Los Juegos Olímpicos han llegado a su fin y nos dejaron una marca que pronto hará huella, no solo en lo deportivo, sino también en lo urbano y en lo social. Nuestro paradigma de gestión, sobre el que trabajamos todos los días junto al jefe de Gobierno Horacio Rodríguez Larreta, está basado en el desarrollo con integración. Este evento de relevancia global es un premio que nos dio el Comité Olímpico Internacional, un reconocimiento al esfuerzo de construir todos los días una ciudad moderna a la altura de las principales metrópolis del mundo.

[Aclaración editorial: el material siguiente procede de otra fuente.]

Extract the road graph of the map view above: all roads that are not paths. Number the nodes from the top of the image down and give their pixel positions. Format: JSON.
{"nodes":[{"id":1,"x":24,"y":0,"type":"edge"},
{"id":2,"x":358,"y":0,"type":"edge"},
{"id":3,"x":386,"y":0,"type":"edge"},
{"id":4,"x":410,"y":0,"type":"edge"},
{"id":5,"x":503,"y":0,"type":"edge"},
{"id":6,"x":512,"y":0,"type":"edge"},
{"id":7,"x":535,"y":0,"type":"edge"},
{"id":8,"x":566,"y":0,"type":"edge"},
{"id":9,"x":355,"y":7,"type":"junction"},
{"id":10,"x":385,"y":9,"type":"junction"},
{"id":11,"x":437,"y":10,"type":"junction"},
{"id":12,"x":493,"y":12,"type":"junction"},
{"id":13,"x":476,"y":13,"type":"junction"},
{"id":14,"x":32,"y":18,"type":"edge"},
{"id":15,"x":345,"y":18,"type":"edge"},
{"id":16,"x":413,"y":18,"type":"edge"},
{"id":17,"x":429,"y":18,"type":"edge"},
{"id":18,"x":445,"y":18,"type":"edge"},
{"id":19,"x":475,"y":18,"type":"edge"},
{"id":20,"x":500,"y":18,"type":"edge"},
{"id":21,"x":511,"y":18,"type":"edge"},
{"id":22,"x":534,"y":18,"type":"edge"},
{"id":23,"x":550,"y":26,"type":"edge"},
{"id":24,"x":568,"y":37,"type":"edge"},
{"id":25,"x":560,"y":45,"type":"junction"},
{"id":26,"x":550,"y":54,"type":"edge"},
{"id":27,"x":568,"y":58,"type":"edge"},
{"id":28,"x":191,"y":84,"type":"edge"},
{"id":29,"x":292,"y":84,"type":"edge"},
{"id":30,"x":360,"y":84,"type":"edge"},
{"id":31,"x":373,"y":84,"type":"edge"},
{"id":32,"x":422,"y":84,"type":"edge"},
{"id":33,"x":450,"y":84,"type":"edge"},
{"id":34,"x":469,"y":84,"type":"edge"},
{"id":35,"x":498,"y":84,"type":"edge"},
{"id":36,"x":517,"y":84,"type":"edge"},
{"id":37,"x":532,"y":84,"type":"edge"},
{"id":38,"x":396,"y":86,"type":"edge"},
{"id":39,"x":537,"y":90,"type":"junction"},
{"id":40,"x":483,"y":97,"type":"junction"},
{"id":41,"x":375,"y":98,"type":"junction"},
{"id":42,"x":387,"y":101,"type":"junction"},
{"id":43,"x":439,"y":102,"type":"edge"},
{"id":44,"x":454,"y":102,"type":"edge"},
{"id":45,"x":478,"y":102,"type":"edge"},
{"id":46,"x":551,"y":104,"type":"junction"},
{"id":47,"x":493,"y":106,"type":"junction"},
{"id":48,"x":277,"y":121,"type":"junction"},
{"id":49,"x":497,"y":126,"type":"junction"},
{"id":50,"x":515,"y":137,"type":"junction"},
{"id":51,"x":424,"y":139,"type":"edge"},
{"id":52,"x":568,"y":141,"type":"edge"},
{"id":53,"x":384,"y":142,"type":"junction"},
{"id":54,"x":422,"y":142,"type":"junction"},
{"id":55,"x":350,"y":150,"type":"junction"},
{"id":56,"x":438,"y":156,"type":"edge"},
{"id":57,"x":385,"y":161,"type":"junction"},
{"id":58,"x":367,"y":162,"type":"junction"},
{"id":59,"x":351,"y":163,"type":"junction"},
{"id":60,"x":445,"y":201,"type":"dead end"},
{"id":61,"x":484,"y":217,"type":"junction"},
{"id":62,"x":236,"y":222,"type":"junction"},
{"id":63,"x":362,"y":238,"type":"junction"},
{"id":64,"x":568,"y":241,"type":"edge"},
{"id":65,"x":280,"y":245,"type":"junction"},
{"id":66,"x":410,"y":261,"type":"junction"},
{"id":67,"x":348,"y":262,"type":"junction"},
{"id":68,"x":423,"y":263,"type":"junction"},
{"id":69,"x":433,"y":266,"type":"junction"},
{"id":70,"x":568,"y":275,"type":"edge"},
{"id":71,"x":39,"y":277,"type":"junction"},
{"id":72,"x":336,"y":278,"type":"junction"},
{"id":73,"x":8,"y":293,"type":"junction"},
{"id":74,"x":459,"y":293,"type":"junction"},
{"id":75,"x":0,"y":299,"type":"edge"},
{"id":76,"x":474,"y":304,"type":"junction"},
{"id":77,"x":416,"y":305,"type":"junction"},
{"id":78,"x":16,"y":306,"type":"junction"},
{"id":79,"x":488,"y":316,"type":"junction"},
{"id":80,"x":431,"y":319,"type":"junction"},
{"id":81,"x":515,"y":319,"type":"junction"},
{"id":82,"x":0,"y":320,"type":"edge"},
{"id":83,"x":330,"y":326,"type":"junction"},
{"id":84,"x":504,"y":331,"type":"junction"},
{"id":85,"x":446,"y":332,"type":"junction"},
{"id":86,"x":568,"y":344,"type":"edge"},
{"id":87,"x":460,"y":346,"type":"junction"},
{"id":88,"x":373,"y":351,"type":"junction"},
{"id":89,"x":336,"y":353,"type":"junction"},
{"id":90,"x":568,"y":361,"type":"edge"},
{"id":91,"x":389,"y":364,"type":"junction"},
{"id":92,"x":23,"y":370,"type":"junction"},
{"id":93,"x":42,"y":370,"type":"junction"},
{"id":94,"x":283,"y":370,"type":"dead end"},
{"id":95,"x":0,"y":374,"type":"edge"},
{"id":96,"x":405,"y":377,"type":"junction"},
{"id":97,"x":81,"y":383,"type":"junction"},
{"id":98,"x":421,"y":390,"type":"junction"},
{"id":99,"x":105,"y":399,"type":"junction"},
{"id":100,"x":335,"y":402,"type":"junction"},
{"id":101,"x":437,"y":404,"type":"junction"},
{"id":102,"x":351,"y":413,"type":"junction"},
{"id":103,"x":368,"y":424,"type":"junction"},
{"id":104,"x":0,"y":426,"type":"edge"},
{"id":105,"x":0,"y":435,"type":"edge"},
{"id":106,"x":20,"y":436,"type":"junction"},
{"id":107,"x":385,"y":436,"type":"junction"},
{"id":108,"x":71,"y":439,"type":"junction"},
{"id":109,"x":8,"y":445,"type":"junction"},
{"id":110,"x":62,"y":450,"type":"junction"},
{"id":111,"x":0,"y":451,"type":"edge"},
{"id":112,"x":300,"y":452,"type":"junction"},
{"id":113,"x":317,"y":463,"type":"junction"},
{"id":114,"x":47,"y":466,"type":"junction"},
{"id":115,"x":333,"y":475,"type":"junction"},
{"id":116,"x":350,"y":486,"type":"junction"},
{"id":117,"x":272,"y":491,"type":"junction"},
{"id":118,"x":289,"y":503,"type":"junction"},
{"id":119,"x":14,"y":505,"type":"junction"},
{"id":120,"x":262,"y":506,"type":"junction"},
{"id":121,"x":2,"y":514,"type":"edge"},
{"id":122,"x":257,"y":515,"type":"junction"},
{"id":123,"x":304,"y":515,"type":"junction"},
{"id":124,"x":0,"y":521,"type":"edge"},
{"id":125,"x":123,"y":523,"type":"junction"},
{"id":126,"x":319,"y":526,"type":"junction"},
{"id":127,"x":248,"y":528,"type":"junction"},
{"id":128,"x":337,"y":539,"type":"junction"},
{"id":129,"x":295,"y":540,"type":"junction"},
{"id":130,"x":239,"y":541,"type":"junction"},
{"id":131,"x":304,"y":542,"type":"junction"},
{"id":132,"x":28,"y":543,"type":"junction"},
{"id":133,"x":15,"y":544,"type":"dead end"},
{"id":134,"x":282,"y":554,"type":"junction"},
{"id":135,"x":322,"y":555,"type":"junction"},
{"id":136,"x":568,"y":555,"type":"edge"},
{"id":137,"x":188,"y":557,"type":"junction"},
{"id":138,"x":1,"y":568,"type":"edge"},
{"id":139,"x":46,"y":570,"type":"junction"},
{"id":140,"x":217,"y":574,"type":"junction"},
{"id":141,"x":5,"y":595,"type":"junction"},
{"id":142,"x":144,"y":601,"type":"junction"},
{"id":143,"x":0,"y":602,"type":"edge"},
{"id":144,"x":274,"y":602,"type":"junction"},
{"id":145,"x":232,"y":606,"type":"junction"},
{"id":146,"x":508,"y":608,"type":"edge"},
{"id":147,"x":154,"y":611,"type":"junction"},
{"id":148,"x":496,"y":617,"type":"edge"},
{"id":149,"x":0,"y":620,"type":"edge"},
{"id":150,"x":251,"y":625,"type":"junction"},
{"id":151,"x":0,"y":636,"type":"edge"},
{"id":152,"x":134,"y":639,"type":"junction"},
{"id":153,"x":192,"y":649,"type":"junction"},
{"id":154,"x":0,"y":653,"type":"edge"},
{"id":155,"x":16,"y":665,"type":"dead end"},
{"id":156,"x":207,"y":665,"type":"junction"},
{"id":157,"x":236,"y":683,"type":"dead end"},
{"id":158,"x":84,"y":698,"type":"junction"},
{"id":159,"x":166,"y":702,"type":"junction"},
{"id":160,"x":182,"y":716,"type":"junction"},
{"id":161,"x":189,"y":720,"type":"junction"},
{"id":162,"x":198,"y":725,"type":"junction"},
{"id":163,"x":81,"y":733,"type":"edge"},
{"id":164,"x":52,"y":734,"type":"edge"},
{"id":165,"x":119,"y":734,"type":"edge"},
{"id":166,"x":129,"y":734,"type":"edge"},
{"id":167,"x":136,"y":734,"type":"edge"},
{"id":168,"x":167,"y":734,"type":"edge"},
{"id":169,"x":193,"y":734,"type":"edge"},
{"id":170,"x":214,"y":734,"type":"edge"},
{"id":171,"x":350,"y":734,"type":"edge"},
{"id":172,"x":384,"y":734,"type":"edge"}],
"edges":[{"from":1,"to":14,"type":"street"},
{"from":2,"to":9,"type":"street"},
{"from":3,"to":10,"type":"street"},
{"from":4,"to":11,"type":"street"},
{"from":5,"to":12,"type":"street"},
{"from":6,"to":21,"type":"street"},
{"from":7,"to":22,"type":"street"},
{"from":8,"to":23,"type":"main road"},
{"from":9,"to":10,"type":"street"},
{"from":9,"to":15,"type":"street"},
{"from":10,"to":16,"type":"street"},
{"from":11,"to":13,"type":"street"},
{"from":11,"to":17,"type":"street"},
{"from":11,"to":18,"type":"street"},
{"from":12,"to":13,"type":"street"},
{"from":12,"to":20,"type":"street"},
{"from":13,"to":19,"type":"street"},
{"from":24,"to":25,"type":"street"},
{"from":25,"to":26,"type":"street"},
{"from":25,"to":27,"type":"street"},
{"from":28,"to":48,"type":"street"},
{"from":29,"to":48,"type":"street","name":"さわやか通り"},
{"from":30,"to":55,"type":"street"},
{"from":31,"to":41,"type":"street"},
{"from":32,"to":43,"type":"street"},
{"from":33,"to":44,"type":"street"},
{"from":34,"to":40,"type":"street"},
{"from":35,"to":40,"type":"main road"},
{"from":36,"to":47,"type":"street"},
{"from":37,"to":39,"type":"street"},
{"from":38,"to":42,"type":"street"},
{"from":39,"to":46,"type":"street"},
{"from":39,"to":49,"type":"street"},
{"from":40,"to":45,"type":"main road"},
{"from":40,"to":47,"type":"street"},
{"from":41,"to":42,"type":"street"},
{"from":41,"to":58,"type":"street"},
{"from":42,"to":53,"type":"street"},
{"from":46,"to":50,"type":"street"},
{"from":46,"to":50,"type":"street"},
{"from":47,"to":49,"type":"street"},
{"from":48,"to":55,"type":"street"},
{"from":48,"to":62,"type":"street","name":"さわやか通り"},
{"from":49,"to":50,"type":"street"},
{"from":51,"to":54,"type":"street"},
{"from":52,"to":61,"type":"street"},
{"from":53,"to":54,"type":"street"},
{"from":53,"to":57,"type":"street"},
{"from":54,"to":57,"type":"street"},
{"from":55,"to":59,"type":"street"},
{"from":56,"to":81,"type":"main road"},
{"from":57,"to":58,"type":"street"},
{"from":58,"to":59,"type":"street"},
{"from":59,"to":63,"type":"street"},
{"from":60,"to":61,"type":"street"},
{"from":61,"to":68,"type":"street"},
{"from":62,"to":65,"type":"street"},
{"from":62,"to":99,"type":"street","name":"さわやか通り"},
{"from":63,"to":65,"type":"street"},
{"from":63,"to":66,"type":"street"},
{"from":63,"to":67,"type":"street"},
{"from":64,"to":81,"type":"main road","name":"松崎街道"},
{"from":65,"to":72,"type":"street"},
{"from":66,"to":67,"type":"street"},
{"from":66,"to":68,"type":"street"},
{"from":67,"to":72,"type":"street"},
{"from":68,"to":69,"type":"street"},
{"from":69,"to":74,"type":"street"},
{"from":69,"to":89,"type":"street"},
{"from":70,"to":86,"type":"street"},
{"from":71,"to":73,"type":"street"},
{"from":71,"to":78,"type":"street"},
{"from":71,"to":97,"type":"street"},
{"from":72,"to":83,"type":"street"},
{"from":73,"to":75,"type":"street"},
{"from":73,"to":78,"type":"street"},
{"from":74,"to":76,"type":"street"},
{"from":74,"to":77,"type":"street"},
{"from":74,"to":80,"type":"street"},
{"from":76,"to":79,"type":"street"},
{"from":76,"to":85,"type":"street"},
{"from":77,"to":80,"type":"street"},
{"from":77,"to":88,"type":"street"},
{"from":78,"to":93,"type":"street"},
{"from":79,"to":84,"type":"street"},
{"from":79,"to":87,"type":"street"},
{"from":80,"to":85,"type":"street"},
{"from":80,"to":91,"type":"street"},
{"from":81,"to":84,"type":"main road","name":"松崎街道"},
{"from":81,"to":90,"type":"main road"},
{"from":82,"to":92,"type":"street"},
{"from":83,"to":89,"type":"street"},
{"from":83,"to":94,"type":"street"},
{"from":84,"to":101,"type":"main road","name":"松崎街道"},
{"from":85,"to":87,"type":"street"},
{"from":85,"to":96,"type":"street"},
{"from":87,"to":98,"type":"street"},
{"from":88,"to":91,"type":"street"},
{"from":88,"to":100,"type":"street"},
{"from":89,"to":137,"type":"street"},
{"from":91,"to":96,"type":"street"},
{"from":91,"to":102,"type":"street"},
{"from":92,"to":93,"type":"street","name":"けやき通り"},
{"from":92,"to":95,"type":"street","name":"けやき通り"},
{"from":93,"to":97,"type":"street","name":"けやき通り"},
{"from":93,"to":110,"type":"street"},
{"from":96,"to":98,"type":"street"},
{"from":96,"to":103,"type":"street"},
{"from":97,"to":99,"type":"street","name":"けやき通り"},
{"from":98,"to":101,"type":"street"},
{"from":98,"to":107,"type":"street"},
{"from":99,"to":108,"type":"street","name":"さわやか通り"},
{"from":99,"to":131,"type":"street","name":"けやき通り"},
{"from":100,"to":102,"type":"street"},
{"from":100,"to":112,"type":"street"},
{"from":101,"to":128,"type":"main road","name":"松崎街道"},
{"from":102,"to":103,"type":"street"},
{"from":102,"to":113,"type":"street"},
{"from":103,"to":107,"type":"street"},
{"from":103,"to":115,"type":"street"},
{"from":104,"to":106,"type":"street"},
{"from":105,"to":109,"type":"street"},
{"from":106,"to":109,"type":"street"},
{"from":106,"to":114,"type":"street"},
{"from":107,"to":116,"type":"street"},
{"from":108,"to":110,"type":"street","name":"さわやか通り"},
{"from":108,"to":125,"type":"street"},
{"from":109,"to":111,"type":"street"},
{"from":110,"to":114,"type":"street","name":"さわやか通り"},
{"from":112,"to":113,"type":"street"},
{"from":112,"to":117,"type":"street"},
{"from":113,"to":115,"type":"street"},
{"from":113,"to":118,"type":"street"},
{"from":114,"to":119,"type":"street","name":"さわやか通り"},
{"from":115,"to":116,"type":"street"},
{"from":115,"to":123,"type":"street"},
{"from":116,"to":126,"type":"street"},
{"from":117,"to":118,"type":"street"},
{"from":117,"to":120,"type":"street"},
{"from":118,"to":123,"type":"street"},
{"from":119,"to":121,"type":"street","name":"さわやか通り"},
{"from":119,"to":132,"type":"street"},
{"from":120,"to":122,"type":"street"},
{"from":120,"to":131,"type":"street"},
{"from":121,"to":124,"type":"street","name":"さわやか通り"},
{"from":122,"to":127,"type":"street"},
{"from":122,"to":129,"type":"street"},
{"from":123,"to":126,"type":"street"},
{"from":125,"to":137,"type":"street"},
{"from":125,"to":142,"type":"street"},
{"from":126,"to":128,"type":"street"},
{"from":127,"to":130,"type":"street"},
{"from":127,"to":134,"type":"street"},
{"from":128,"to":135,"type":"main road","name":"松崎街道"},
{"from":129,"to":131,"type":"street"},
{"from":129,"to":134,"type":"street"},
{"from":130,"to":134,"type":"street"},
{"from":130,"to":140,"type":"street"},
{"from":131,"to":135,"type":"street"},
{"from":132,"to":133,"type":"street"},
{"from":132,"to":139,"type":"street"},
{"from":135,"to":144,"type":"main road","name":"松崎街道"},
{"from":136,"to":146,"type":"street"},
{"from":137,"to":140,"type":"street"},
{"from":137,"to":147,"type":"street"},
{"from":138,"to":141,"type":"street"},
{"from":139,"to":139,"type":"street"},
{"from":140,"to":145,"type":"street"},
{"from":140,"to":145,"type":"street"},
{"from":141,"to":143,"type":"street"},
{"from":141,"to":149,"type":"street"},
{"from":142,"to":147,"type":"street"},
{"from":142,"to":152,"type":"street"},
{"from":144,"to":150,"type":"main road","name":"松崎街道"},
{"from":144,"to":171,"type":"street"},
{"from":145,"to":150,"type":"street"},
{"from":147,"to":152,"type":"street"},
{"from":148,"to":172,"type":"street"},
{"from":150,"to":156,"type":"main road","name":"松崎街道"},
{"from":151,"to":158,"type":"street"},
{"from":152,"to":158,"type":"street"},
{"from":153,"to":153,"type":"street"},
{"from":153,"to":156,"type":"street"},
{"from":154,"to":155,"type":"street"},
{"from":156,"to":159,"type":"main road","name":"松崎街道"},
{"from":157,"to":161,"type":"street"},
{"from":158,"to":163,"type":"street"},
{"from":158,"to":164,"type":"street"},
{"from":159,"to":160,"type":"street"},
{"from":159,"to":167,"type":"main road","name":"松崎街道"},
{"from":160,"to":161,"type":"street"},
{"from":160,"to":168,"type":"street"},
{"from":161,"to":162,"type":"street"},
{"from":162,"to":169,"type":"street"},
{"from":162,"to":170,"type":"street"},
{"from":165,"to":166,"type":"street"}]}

Este hecho histórico, un sueño que tuvo el ahora Presidente de la Nación Mauricio Macri años atrás, ha sido uno de los desafíos más grandes que nos propusimos, y fue doble. Demostró que estamos preparados para estos grandes retos y se hizo a la par de la transformación que estamos llevando adelante en la capital de la República. Principalmente en el sur, donde ya veníamos teniendo una política estratégica de potenciar los barrios que décadas atrás habían sido dejados de lado.

Y así será como la Villa Olímpica el año que viene se convertirá en anfitriona de los sueños de 1.080 familias que van a tener su casa propia con préstamos a la mejor tasa del mercado otorgados por el Banco Ciudad.

Con la juventud como protagonista hemos logrado transmitir los valores olímpicos a toda la Argentina. Realizamos actividades deportivas y recreativas en clubes de barrios, trabajamos junto con escuelas y profesores de educación física, inculcamos la amistad, el trabajo en equipo, el respeto y la excelencia para lograr con esfuerzo los objetivos que nos trazamos.

Los jóvenes estuvieron presentes, dentro y fuera de la cancha. Los más de cuatro mil atletas, los espectadores y en especial los ocho mil voluntarios nos demostraron que las nuevas generaciones están comprometidas con el futuro.

Con la impronta del Comité Olímpico Argentino y la gran capacidad de gestión que tuvo Gerardo Werthein, más de seiscientas mil personas se registraron para tener su pase a las distintas sedes para ver los Juegos. Muchas son familias que por primera vez asistieron a uno de los eventos más importantes del mundo y lo hicieron gratis.

La Ciudad de Buenos Aires estuvo en los ojos del mundo durante 12 días, miles de visitantes extranjeros y de nuestras provincias pudieron conocer sus grandes transformaciones, las obras emblemáticas sobre las que estamos trabajando y serán mensajeros de este cambio en sus lugares de origen.

Gracias a todos los que llegaron, fueron parte de esta fiesta deportiva, usaron nuestros servicios de transporte, nuestros bares, restaurantes, visitaron nuestros comercios y conocieron la que a mi entender es una de la ciudades más importantes del mundo por su historia y cultura. Seguiremos dando lo mejor de nosotros para que vuelvan.

El autor es Vicejefe de Gobierno de la Ciudad Autónoma de Buenos Aires.